TASK DESCRIPTION:
In the listing below, the answer starts at the line that has "1 1 now sub" and stops after the line that has "gsave 0 0 moveto"; please repeat that part exactly and nothing more.

TASK MATERIAL:
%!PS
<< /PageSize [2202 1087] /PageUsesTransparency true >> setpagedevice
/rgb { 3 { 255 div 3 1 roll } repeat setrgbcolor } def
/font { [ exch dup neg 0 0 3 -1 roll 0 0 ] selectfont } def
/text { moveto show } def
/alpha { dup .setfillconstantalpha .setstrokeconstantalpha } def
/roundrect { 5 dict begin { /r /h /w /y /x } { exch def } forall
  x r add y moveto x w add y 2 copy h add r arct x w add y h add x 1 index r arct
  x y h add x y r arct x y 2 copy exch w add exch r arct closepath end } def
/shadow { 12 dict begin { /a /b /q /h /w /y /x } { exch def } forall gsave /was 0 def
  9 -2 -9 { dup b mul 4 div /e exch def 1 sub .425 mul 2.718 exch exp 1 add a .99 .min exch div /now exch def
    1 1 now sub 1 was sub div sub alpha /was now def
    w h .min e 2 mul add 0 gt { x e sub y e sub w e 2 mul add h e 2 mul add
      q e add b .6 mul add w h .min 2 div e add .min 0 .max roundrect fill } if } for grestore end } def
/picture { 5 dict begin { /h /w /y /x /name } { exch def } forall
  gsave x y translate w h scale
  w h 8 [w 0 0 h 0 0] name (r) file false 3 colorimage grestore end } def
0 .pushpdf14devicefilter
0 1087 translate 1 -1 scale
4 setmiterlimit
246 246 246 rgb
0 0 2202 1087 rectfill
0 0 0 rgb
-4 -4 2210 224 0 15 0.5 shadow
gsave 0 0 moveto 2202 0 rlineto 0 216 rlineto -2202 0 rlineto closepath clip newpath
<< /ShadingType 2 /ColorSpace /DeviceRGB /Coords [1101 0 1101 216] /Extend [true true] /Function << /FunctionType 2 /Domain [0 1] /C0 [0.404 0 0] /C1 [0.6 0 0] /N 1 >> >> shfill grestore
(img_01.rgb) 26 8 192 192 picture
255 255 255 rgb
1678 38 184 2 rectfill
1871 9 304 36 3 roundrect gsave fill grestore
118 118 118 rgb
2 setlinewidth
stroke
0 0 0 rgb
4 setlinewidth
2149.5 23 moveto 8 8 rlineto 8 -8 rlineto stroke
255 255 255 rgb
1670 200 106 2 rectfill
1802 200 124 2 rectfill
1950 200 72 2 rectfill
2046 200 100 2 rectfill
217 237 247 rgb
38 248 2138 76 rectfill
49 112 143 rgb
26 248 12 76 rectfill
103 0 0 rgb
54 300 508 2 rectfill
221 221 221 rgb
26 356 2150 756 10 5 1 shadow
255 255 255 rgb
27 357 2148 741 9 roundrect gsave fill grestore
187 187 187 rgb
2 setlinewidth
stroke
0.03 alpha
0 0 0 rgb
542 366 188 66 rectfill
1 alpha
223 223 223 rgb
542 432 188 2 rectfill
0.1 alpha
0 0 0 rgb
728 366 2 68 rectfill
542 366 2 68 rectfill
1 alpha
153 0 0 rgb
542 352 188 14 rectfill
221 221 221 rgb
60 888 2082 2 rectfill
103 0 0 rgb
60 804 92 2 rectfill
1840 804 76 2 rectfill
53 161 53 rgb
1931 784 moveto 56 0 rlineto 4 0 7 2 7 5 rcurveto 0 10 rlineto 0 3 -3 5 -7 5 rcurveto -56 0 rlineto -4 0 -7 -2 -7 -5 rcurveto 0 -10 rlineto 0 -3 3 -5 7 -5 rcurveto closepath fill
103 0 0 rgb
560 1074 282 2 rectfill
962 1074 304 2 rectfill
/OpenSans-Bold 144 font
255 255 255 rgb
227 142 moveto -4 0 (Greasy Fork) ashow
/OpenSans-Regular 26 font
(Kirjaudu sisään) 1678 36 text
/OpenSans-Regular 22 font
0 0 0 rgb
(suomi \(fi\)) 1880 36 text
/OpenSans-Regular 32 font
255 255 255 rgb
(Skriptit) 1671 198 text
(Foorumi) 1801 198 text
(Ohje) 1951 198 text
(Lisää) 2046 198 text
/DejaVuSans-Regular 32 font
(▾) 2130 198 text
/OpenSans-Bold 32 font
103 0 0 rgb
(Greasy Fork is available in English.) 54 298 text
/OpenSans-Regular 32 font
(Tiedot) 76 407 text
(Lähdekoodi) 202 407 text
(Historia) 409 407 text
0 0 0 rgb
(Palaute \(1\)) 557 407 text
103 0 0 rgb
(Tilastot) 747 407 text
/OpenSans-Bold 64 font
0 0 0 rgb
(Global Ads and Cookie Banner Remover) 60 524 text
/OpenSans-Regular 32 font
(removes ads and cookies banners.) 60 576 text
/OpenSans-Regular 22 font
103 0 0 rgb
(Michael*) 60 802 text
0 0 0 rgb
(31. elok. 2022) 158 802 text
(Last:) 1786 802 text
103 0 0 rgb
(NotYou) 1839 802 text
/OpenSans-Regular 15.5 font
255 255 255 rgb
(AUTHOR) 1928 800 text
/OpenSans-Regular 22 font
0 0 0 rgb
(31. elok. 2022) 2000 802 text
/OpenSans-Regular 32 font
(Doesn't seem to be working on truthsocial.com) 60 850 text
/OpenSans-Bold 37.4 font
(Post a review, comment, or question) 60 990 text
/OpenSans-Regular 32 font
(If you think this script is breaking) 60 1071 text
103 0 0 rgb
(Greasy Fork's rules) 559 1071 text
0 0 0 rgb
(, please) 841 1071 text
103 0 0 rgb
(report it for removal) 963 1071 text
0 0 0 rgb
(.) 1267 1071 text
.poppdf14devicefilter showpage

THE COMPLETED TASK:
    1 1 now sub 1 was sub div sub alpha /was now def
    w h .min e 2 mul add 0 gt { x e sub y e sub w e 2 mul add h e 2 mul add
      q e add b .6 mul add w h .min 2 div e add .min 0 .max roundrect fill } if } for grestore end } def
/picture { 5 dict begin { /h /w /y /x /name } { exch def } forall
  gsave x y translate w h scale
  w h 8 [w 0 0 h 0 0] name (r) file false 3 colorimage grestore end } def
0 .pushpdf14devicefilter
0 1087 translate 1 -1 scale
4 setmiterlimit
246 246 246 rgb
0 0 2202 1087 rectfill
0 0 0 rgb
-4 -4 2210 224 0 15 0.5 shadow
gsave 0 0 moveto 2202 0 rlineto 0 216 rlineto -2202 0 rlineto closepath clip newpath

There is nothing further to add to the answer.